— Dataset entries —
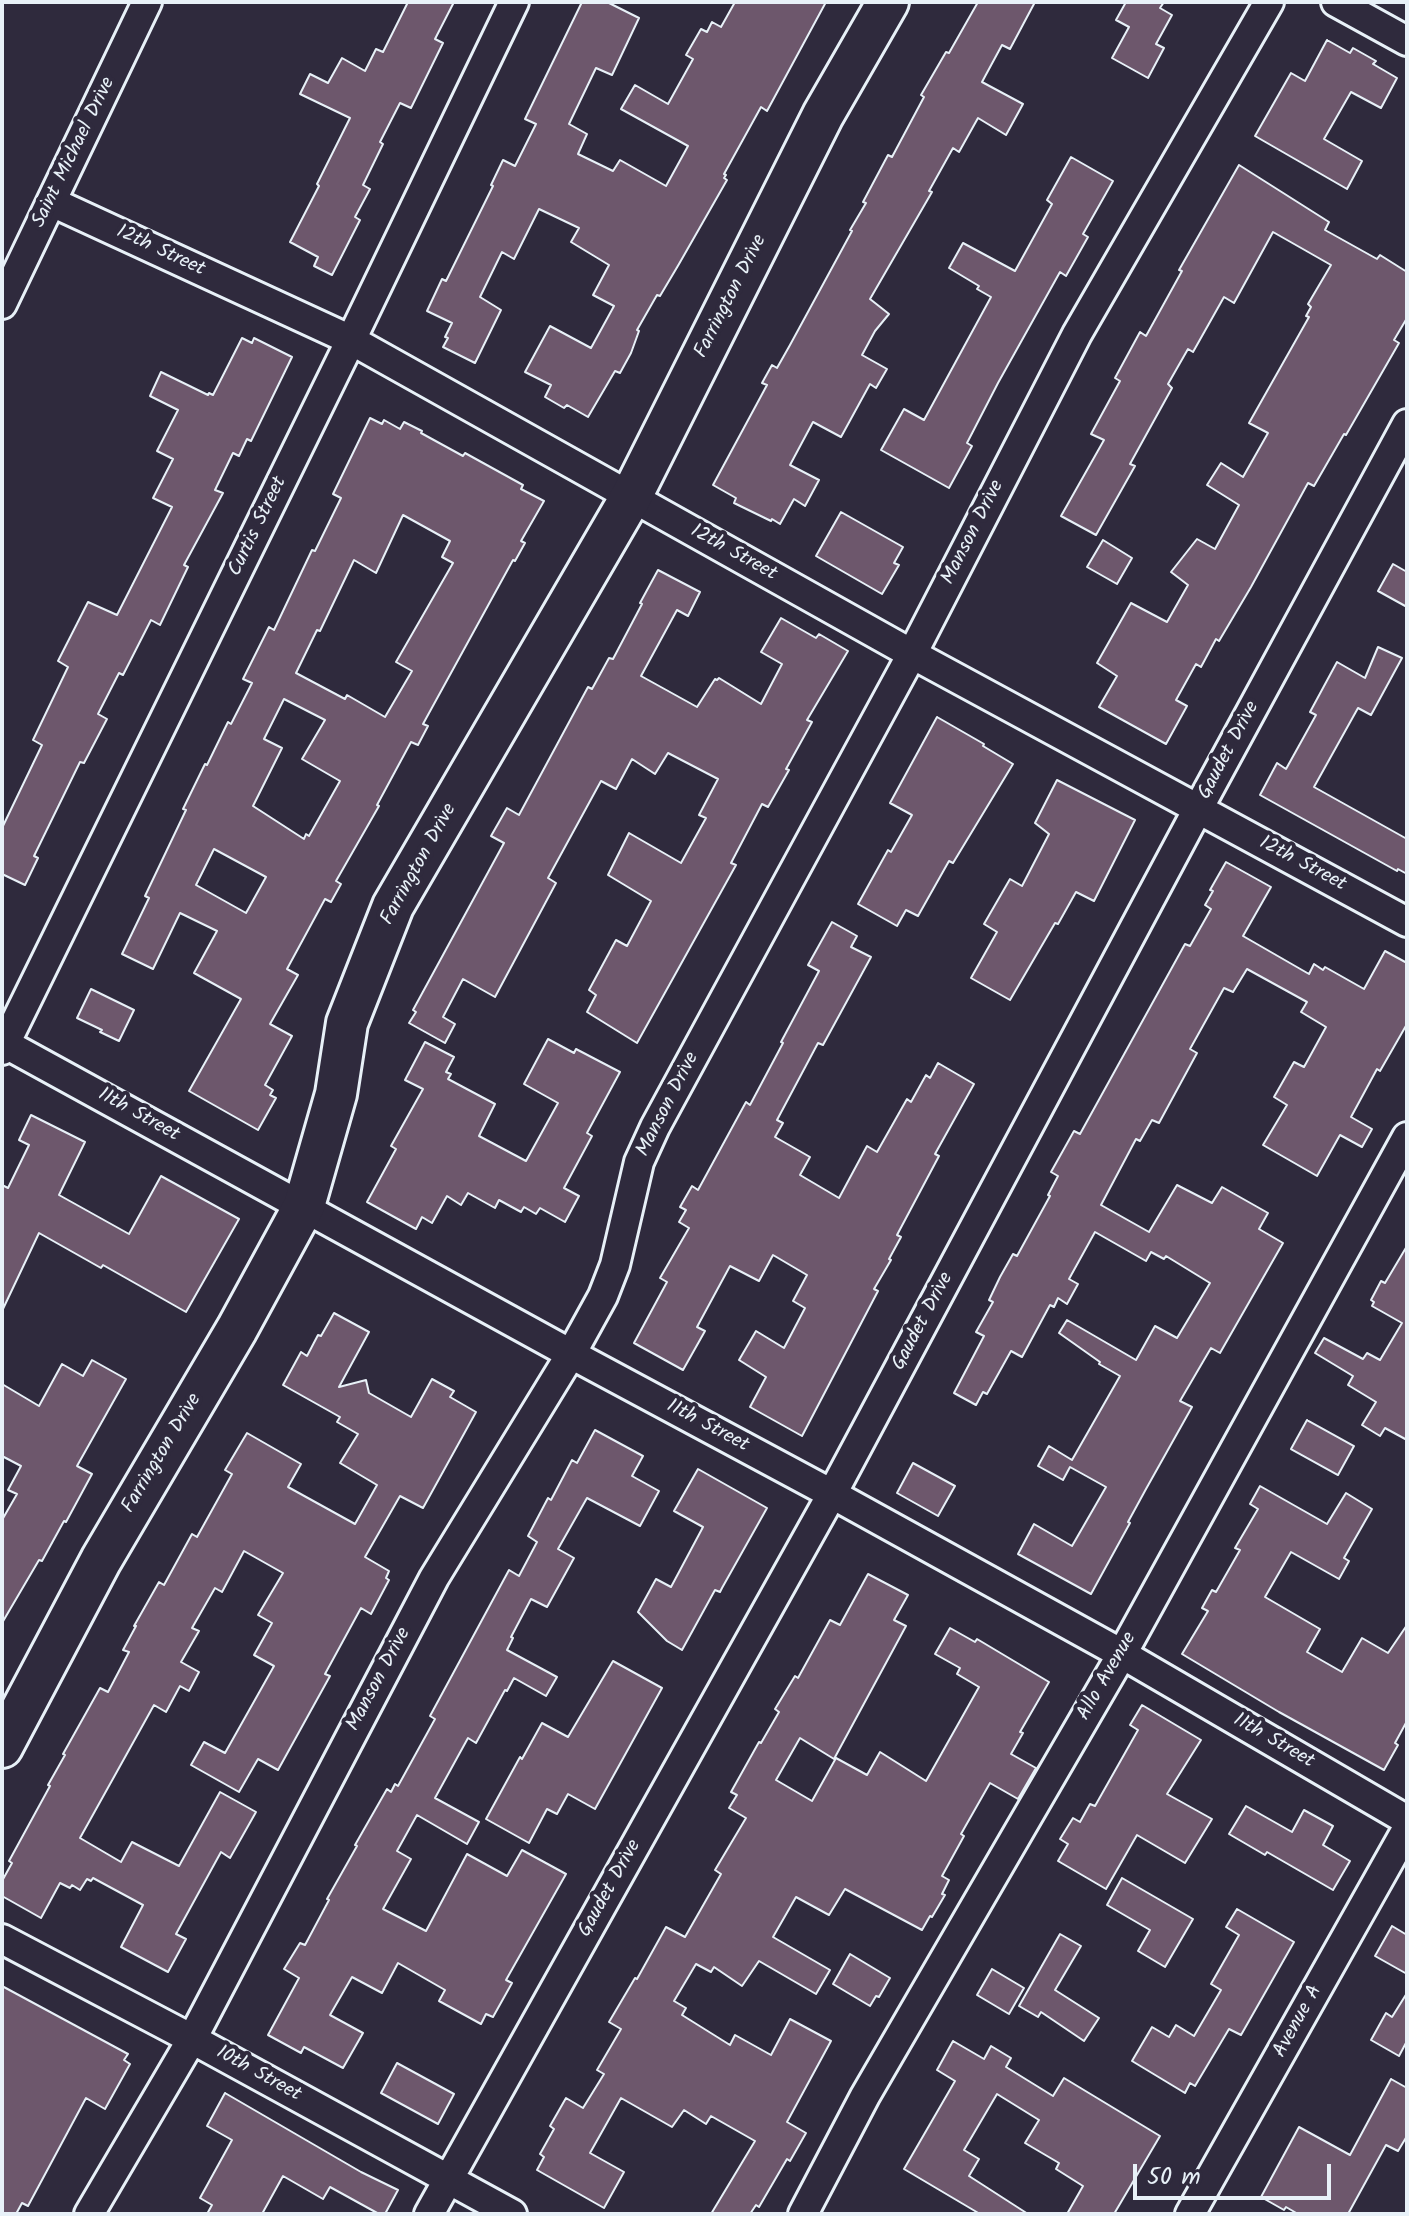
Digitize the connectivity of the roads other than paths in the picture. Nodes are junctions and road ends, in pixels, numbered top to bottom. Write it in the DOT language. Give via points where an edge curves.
graph roads {
  1 [pos="147,2"];
  2 [pos="514,2"];
  3 [pos="888,2"];
  4 [pos="1269,2"];
  5 [pos="1336,2"];
  6 [pos="1407,41"];
  7 [pos="52,202"];
  8 [pos="2,304"];
  9 [pos="351,340"];
  10 [pos="1407,424"];
  11 [pos="631,497"];
  12 [pos="912,654"];
  13 [pos="1198,809"];
  14 [pos="1407,922"];
  15 [pos="3,1045"];
  16 [pos="1407,1137"];
  17 [pos="304,1206"];
  18 [pos="571,1354"];
  19 [pos="832,1494"];
  20 [pos="1122,1654"];
  21 [pos="2,1747"];
  22 [pos="1407,1820"];
  23 [pos="1407,1829"];
  24 [pos="2,1939"];
  25 [pos="192,2039"];
  26 [pos="449,2179"];
  27 [pos="89,2214"];
  28 [pos="429,2214"];
  29 [pos="512,2214"];
  30 [pos="803,2214"];
  31 [pos="1190,2214"];
  1 -- 7 [label="street, Saint Michael Drive"];
  2 -- 9 [label="street, Curtis Street"];
  3 -- 11 [label="street, Farrington Drive" via="823,115"];
  4 -- 12 [label="street, Manson Drive" via="1077,334"];
  5 -- 6 [label="street"];
  7 -- 8 [label="street, Saint Michael Drive"];
  7 -- 9 [label="street, 12th Street"];
  9 -- 11 [label="street, 12th Street"];
  9 -- 15 [label="street, Curtis Street"];
  10 -- 13 [label="street, Gaudet Drive"];
  11 -- 12 [label="street, 12th Street"];
  11 -- 17 [label="street, Farrington Drive" via="393,906 347,1023 336,1094"];
  12 -- 13 [label="street, 12th Street"];
  12 -- 18 [label="street, Manson Drive" via="655,1127 639,1162 615,1265"];
  13 -- 14 [label="street, 12th Street"];
  13 -- 19 [label="street, Gaudet Drive"];
  15 -- 17 [label="street, 11th Street"];
  16 -- 20 [label="street, Allo Avenue"];
  17 -- 18 [label="street, 11th Street"];
  17 -- 21 [label="street, Farrington Drive" via="101,1560"];
  18 -- 19 [label="street, 11th Street"];
  18 -- 25 [label="street, Manson Drive" via="434,1578"];
  19 -- 20 [label="street, 11th Street"];
  19 -- 26 [label="street, Gaudet Drive"];
  20 -- 22 [label="street, 11th Street"];
  20 -- 30 [label="street, Allo Avenue" via="865,2096"];
  23 -- 31 [label="street, Avenue A"];
  24 -- 25 [label="street, 10th Street"];
  25 -- 26 [label="street, 10th Street"];
  25 -- 27 [label="street, Manson Drive"];
  26 -- 28 [label="street, Gaudet Drive"];
  26 -- 29 [label="street, 10th Street"];
}
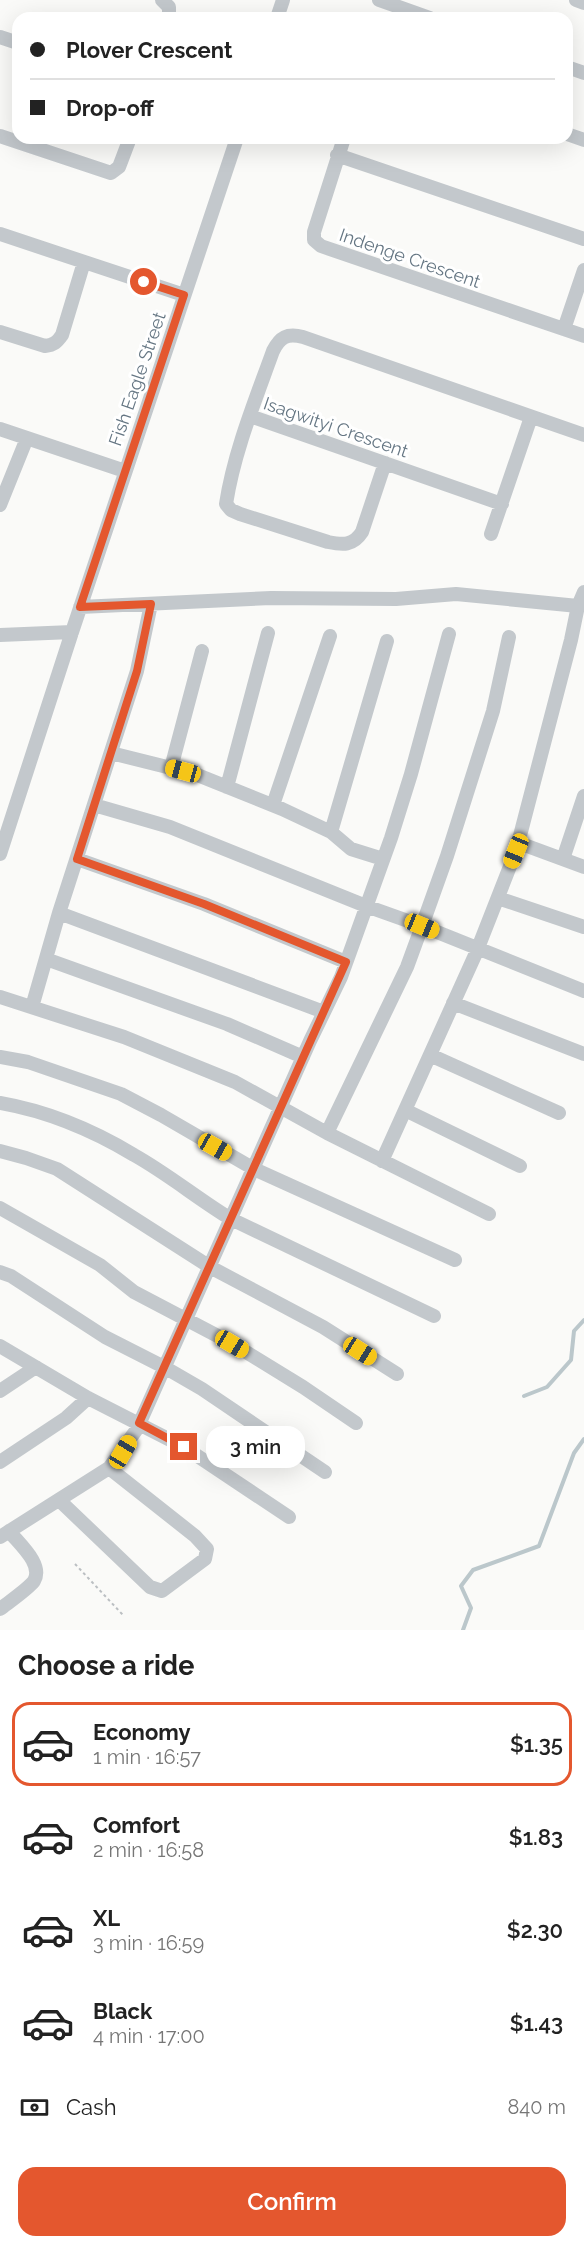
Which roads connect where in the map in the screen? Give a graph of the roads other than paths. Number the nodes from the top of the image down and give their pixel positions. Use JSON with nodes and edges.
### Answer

— What you should do —
Each record is to be copied word for word, with no images carried over.

— Solution to this task —
Digitize the connectivity of the roads other than paths in the picture. Nodes are junctions and road ends, in pixels, numbered top to bottom. Write it in the DOT language. Give via points where an edge curves.
graph roads {
  1 [pos="147,2"];
  2 [pos="514,2"];
  3 [pos="888,2"];
  4 [pos="1269,2"];
  5 [pos="1336,2"];
  6 [pos="1407,41"];
  7 [pos="52,202"];
  8 [pos="2,304"];
  9 [pos="351,340"];
  10 [pos="1407,424"];
  11 [pos="631,497"];
  12 [pos="912,654"];
  13 [pos="1198,809"];
  14 [pos="1407,922"];
  15 [pos="3,1045"];
  16 [pos="1407,1137"];
  17 [pos="304,1206"];
  18 [pos="571,1354"];
  19 [pos="832,1494"];
  20 [pos="1122,1654"];
  21 [pos="2,1747"];
  22 [pos="1407,1820"];
  23 [pos="1407,1829"];
  24 [pos="2,1939"];
  25 [pos="192,2039"];
  26 [pos="449,2179"];
  27 [pos="89,2214"];
  28 [pos="429,2214"];
  29 [pos="512,2214"];
  30 [pos="803,2214"];
  31 [pos="1190,2214"];
  1 -- 7 [label="street, Saint Michael Drive"];
  2 -- 9 [label="street, Curtis Street"];
  3 -- 11 [label="street, Farrington Drive" via="823,115"];
  4 -- 12 [label="street, Manson Drive" via="1077,334"];
  5 -- 6 [label="street"];
  7 -- 8 [label="street, Saint Michael Drive"];
  7 -- 9 [label="street, 12th Street"];
  9 -- 11 [label="street, 12th Street"];
  9 -- 15 [label="street, Curtis Street"];
  10 -- 13 [label="street, Gaudet Drive"];
  11 -- 12 [label="street, 12th Street"];
  11 -- 17 [label="street, Farrington Drive" via="393,906 347,1023 336,1094"];
  12 -- 13 [label="street, 12th Street"];
  12 -- 18 [label="street, Manson Drive" via="655,1127 639,1162 615,1265"];
  13 -- 14 [label="street, 12th Street"];
  13 -- 19 [label="street, Gaudet Drive"];
  15 -- 17 [label="street, 11th Street"];
  16 -- 20 [label="street, Allo Avenue"];
  17 -- 18 [label="street, 11th Street"];
  17 -- 21 [label="street, Farrington Drive" via="101,1560"];
  18 -- 19 [label="street, 11th Street"];
  18 -- 25 [label="street, Manson Drive" via="434,1578"];
  19 -- 20 [label="street, 11th Street"];
  19 -- 26 [label="street, Gaudet Drive"];
  20 -- 22 [label="street, 11th Street"];
  20 -- 30 [label="street, Allo Avenue" via="865,2096"];
  23 -- 31 [label="street, Avenue A"];
  24 -- 25 [label="street, 10th Street"];
  25 -- 26 [label="street, 10th Street"];
  25 -- 27 [label="street, Manson Drive"];
  26 -- 28 [label="street, Gaudet Drive"];
  26 -- 29 [label="street, 10th Street"];
}
Which roads connect where in the map in the screen? Give a graph of the roads other than paths. Number the nodes from the top of the image down and give their pixel positions. Use JSON with nodes and edges.
### Answer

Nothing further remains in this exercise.